Avoid These Common Mistakes to Stay Ahead of IB English
By Karin Chun Taite
(Head of Academics and English Literature tutor at The Edge Learning Center)
The 2017 academic year is right around the corner, and it’s best to start off on the right foot. Stay on target by avoiding the following common mistakes that IB English students often fall into:
1. PREPARATION FAIL
It’s all too common for me to meet students who have left prepping for the IOP, IOC, or Paper 2 exam too late. Students tend to underestimate the necessary amount of time to prepare for each of these IB assessments which, collectively, make up 55% of your IB English mark.
– The IOP is probably the first assessment Lit students face in Year 1. It is a short oral presentation, but half of the marking criteria focus on presentation skills. Lang/Lit FOAs are also marked with a heavy focus on polished presentation. Students don’t realize how crucial it is to leave time for rehearsal to polish their performance in order to win all those delivery points. Practice!!
– The IOC is a much more challenging oral presentation in Year 2, and it requires students both to know their texts in minute detail and to practice argument construction and delivery under strictly timed conditions. This means you need to finish prepping the IOC texts in enough time to do practice passages. Trying to “wing” the IOC is not a winning strategy.
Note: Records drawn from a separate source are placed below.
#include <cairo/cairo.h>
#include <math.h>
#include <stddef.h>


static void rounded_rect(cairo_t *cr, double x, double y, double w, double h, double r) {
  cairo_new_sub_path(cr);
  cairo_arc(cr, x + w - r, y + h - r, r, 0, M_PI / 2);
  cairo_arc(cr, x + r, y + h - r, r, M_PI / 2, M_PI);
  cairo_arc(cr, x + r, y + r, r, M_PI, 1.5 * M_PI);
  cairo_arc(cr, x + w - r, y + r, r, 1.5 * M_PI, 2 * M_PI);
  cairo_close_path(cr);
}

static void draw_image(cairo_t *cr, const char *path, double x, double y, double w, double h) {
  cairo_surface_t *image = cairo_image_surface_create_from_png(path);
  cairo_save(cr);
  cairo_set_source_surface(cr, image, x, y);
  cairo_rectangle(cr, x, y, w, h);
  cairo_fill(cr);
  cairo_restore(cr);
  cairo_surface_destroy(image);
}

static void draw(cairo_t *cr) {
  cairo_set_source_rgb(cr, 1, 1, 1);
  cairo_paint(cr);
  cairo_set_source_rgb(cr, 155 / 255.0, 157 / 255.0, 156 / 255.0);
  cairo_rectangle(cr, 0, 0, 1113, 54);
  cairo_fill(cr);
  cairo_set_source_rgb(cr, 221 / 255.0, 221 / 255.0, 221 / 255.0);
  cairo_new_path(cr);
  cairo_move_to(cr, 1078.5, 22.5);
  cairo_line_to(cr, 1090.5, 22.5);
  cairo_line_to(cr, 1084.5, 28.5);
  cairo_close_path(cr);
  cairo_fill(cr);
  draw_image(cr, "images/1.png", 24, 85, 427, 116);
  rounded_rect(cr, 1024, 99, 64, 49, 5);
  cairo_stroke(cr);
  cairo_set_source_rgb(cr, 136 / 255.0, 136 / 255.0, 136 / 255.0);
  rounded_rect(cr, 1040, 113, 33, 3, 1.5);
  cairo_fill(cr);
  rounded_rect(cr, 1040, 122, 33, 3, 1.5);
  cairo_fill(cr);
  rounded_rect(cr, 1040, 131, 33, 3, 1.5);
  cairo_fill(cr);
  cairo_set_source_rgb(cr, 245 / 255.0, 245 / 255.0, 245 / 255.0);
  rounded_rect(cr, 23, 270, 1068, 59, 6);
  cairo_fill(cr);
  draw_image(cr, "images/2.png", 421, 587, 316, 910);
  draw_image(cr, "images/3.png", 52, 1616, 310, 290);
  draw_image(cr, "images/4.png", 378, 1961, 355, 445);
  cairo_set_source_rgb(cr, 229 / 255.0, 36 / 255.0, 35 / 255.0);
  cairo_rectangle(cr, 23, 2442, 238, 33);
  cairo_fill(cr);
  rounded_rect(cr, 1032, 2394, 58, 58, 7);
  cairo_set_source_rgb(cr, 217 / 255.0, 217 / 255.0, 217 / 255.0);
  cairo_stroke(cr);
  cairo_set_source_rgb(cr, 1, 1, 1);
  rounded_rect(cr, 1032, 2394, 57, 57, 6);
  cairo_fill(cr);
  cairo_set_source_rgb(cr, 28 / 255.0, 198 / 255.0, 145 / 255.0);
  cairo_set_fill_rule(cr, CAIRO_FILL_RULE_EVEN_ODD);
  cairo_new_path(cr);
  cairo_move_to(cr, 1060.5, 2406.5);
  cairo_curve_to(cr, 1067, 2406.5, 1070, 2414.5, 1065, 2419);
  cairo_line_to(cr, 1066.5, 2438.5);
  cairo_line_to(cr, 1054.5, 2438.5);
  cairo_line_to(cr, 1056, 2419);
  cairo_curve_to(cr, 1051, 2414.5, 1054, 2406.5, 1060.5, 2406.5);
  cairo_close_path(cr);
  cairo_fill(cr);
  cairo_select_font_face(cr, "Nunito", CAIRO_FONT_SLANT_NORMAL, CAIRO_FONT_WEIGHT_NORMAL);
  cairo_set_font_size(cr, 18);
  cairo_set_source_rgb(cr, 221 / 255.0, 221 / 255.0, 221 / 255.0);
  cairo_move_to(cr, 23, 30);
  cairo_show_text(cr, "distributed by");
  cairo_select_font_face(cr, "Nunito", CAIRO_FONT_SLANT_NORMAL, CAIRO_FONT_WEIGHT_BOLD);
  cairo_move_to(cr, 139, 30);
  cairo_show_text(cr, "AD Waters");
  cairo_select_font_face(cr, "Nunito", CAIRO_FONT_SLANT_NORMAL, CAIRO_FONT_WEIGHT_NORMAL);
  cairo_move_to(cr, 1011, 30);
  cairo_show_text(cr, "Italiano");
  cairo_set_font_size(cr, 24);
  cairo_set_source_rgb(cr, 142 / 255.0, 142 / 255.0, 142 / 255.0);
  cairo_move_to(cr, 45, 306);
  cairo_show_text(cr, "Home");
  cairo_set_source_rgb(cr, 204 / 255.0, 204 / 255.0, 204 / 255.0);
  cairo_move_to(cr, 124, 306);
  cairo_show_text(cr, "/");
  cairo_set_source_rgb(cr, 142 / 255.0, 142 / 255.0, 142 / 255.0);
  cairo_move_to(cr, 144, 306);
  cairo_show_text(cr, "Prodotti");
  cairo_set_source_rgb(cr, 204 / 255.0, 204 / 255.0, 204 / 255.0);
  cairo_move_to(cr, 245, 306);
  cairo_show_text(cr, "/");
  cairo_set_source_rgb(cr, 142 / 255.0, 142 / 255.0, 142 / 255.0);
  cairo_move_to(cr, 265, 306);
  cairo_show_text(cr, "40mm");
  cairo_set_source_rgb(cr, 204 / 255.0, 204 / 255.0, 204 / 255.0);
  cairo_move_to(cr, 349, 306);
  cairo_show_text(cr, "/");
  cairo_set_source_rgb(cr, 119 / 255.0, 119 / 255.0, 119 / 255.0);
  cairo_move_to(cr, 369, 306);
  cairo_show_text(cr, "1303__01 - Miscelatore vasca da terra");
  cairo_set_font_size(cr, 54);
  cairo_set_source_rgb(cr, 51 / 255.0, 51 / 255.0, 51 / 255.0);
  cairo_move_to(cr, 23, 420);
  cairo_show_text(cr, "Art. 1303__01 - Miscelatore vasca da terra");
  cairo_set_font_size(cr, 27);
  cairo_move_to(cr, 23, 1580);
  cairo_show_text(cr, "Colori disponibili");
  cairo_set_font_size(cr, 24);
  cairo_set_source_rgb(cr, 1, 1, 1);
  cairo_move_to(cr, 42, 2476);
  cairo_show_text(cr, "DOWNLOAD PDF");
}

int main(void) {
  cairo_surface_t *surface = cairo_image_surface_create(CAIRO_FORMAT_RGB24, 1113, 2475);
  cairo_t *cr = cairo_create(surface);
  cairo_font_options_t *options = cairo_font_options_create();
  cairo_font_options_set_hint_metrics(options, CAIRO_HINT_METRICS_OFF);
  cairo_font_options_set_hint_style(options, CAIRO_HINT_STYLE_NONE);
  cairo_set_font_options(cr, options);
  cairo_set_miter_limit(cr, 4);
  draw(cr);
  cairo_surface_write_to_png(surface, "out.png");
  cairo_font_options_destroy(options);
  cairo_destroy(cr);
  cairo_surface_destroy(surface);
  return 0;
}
– Paper 2 is part of the final IB English exam, but it may also turn up as a mock test. Either way, like the IOC, Paper 2 requires both extremely detailed knowledge of the texts (and how they connect to each other) as well as timed practice at constructing and writing comparative arguments.
These three IB English assessments reward an investment in practice time. If that means working ahead of your school syllabus, I strongly recommend doing so to ensure you face these assessments fully prepared.
2. LANGUAGE FAIL
If you have texts with an older style of language (e.g. anything by Shakespeare), you need to allow time for your brain to accustom itself to this new reading experience. You will not be able to read older English texts with the same speed and accuracy you are accustomed to enjoying with modern texts. This means allocating extra time for reading. You will need to grapple with unfamiliar vocabulary, complex sentence structures, and the framework of editorial notes your text provides to help you bridge the gap between you and the text’s original audience. Reading No Fear Shakespeare is not sufficient – it’s a reasonable starting place to help you understand the gist of the text, but it is insufficient for the close reading analysis you will need (Shakespeare usually turns up as an IOC or Paper 2 text). Learn how to read older styles of English so you can engage with these texts at the level expected by IB teachers and examiners.
Read more on Karin’ previous blog “Introduction to Reading Shakespeare”
3. DRAFTING FAIL
Do not assume that one draft cycle is sufficient if you want top marks for your essays. At the IB level, the ideas and arguments that get 7s in Written Assignments and Written Tasks are complex and nuanced. Lit students need to develop rigorous argument structures that unify multiple lines of analysis. Lang/Lit students need to balance demonstrating knowledge of a text with accurate emulation of text type conventions. Giving yourself the time to wrangle all these complex details means planning for more than one draft cycle. Take the time to receive and respond to feedback. Take the time to walk away from the project and come back with fresh eyes. Take the time to go back to your text to make sure your argument is bulletproof. Investing in the drafting process builds you a better essay.
4. PLANNING FAIL
Before you even get to the draft cycles, though, remember that unclear thinking leads to unclear writing. Most of the essay problems I encounter can be solved with more rigorous and disciplined argument structure – and the place you fix structure problems is in the outline. More often than not, I have to take students back to the outline stage of their drafts to clarify what distinct points they want to make and what pieces of data go with which points. Save yourself a few draft cycles by getting your argument and flow sorted from the beginning. That doesn’t mean your first draft will be perfect, but it does mean that first draft will be a much stronger starting point for the drafting process.
5. LOGIC FAIL
On a more granular level, the most common way English students lose points is by failing to fully explain the chain of logic that supports their arguments. This is the equivalent of “showing your work” when solving a math problem. It’s not enough, at the IB level, to identify an interesting aspect of the text and simply announce what you think it means. To gain full marks for an argument, you need to show, step by step, each link in the chain of your logic explaining HOW the textual element means what you say it means. Stop by The Edge if you need help with this; our English teachers have mini-strategies to guide you through this process of creating and explaining meaning.
There you have it. The IB years are stressful, and you need to be smart about how you allocate your resources. Stay ahead of IB English by avoiding common mistakes: get it right the first time!